### What needs to be done
Every record must be retyped exactly as it reads.

Dataset entries:
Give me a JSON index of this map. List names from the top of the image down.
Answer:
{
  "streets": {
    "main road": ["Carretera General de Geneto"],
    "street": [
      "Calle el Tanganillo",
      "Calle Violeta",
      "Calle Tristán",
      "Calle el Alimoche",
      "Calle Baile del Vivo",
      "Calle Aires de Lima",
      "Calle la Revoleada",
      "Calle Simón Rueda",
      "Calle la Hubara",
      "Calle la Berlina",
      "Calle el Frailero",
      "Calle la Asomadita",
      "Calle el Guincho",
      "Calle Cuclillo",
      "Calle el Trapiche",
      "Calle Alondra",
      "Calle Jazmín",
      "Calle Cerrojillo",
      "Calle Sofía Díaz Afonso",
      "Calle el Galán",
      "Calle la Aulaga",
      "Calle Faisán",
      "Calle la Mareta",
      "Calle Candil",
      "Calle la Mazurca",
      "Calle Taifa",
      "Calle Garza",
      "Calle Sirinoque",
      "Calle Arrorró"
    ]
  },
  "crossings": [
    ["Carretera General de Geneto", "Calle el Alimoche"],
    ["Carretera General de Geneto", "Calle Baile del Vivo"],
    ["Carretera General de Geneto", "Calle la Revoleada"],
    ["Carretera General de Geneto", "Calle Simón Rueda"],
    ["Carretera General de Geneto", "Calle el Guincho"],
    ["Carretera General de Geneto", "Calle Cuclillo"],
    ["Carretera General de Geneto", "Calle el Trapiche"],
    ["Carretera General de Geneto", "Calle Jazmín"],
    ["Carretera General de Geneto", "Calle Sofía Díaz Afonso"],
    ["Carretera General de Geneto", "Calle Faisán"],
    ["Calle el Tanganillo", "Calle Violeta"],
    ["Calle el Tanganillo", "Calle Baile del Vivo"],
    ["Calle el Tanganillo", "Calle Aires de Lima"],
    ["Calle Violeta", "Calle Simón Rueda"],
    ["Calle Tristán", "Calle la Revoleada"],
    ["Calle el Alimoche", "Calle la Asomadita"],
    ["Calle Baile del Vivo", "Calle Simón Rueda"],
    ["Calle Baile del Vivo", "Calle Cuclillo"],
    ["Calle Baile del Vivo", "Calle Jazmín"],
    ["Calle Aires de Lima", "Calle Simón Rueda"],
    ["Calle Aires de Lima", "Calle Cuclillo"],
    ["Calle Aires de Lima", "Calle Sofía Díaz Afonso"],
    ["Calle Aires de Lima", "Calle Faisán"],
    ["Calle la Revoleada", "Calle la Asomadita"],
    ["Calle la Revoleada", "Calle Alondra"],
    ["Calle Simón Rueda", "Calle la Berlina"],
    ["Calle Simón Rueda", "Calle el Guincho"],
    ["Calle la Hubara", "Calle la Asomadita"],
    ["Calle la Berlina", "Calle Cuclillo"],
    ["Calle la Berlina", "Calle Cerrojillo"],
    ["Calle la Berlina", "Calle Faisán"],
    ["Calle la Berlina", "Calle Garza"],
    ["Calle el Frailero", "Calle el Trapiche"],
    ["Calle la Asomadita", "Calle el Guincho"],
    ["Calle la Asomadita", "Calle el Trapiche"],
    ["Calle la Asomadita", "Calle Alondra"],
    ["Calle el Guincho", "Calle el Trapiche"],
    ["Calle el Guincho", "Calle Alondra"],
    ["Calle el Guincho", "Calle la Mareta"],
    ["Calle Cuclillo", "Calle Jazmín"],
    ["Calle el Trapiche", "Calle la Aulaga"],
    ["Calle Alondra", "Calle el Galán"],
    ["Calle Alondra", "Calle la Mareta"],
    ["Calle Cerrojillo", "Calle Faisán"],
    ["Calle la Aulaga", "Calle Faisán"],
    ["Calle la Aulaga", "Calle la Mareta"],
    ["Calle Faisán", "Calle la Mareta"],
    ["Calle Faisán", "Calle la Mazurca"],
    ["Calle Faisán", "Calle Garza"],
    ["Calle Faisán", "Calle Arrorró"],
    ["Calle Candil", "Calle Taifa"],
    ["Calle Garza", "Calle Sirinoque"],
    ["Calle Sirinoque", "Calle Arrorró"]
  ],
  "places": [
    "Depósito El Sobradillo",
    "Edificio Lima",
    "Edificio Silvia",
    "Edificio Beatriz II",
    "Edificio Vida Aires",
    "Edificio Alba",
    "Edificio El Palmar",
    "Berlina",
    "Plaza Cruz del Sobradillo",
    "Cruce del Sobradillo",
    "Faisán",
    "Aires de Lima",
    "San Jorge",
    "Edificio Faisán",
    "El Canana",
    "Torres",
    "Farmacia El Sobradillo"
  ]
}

### Task response
Give me a JSON index of this map. List names from the top of the image down.
Answer:
{
  "streets": {
    "main road": ["Carretera General de Geneto"],
    "street": [
      "Calle el Tanganillo",
      "Calle Violeta",
      "Calle Tristán",
      "Calle el Alimoche",
      "Calle Baile del Vivo",
      "Calle Aires de Lima",
      "Calle la Revoleada",
      "Calle Simón Rueda",
      "Calle la Hubara",
      "Calle la Berlina",
      "Calle el Frailero",
      "Calle la Asomadita",
      "Calle el Guincho",
      "Calle Cuclillo",
      "Calle el Trapiche",
      "Calle Alondra",
      "Calle Jazmín",
      "Calle Cerrojillo",
      "Calle Sofía Díaz Afonso",
      "Calle el Galán",
      "Calle la Aulaga",
      "Calle Faisán",
      "Calle la Mareta",
      "Calle Candil",
      "Calle la Mazurca",
      "Calle Taifa",
      "Calle Garza",
      "Calle Sirinoque",
      "Calle Arrorró"
    ]
  },
  "crossings": [
    ["Carretera General de Geneto", "Calle el Alimoche"],
    ["Carretera General de Geneto", "Calle Baile del Vivo"],
    ["Carretera General de Geneto", "Calle la Revoleada"],
    ["Carretera General de Geneto", "Calle Simón Rueda"],
    ["Carretera General de Geneto", "Calle el Guincho"],
    ["Carretera General de Geneto", "Calle Cuclillo"],
    ["Carretera General de Geneto", "Calle el Trapiche"],
    ["Carretera General de Geneto", "Calle Jazmín"],
    ["Carretera General de Geneto", "Calle Sofía Díaz Afonso"],
    ["Carretera General de Geneto", "Calle Faisán"],
    ["Calle el Tanganillo", "Calle Violeta"],
    ["Calle el Tanganillo", "Calle Baile del Vivo"],
    ["Calle el Tanganillo", "Calle Aires de Lima"],
    ["Calle Violeta", "Calle Simón Rueda"],
    ["Calle Tristán", "Calle la Revoleada"],
    ["Calle el Alimoche", "Calle la Asomadita"],
    ["Calle Baile del Vivo", "Calle Simón Rueda"],
    ["Calle Baile del Vivo", "Calle Cuclillo"],
    ["Calle Baile del Vivo", "Calle Jazmín"],
    ["Calle Aires de Lima", "Calle Simón Rueda"],
    ["Calle Aires de Lima", "Calle Cuclillo"],
    ["Calle Aires de Lima", "Calle Sofía Díaz Afonso"],
    ["Calle Aires de Lima", "Calle Faisán"],
    ["Calle la Revoleada", "Calle la Asomadita"],
    ["Calle la Revoleada", "Calle Alondra"],
    ["Calle Simón Rueda", "Calle la Berlina"],
    ["Calle Simón Rueda", "Calle el Guincho"],
    ["Calle la Hubara", "Calle la Asomadita"],
    ["Calle la Berlina", "Calle Cuclillo"],
    ["Calle la Berlina", "Calle Cerrojillo"],
    ["Calle la Berlina", "Calle Faisán"],
    ["Calle la Berlina", "Calle Garza"],
    ["Calle el Frailero", "Calle el Trapiche"],
    ["Calle la Asomadita", "Calle el Guincho"],
    ["Calle la Asomadita", "Calle el Trapiche"],
    ["Calle la Asomadita", "Calle Alondra"],
    ["Calle el Guincho", "Calle el Trapiche"],
    ["Calle el Guincho", "Calle Alondra"],
    ["Calle el Guincho", "Calle la Mareta"],
    ["Calle Cuclillo", "Calle Jazmín"],
    ["Calle el Trapiche", "Calle la Aulaga"],
    ["Calle Alondra", "Calle el Galán"],
    ["Calle Alondra", "Calle la Mareta"],
    ["Calle Cerrojillo", "Calle Faisán"],
    ["Calle la Aulaga", "Calle Faisán"],
    ["Calle la Aulaga", "Calle la Mareta"],
    ["Calle Faisán", "Calle la Mareta"],
    ["Calle Faisán", "Calle la Mazurca"],
    ["Calle Faisán", "Calle Garza"],
    ["Calle Faisán", "Calle Arrorró"],
    ["Calle Candil", "Calle Taifa"],
    ["Calle Garza", "Calle Sirinoque"],
    ["Calle Sirinoque", "Calle Arrorró"]
  ],
  "places": [
    "Depósito El Sobradillo",
    "Edificio Lima",
    "Edificio Silvia",
    "Edificio Beatriz II",
    "Edificio Vida Aires",
    "Edificio Alba",
    "Edificio El Palmar",
    "Berlina",
    "Plaza Cruz del Sobradillo",
    "Cruce del Sobradillo",
    "Faisán",
    "Aires de Lima",
    "San Jorge",
    "Edificio Faisán",
    "El Canana",
    "Torres",
    "Farmacia El Sobradillo"
  ]
}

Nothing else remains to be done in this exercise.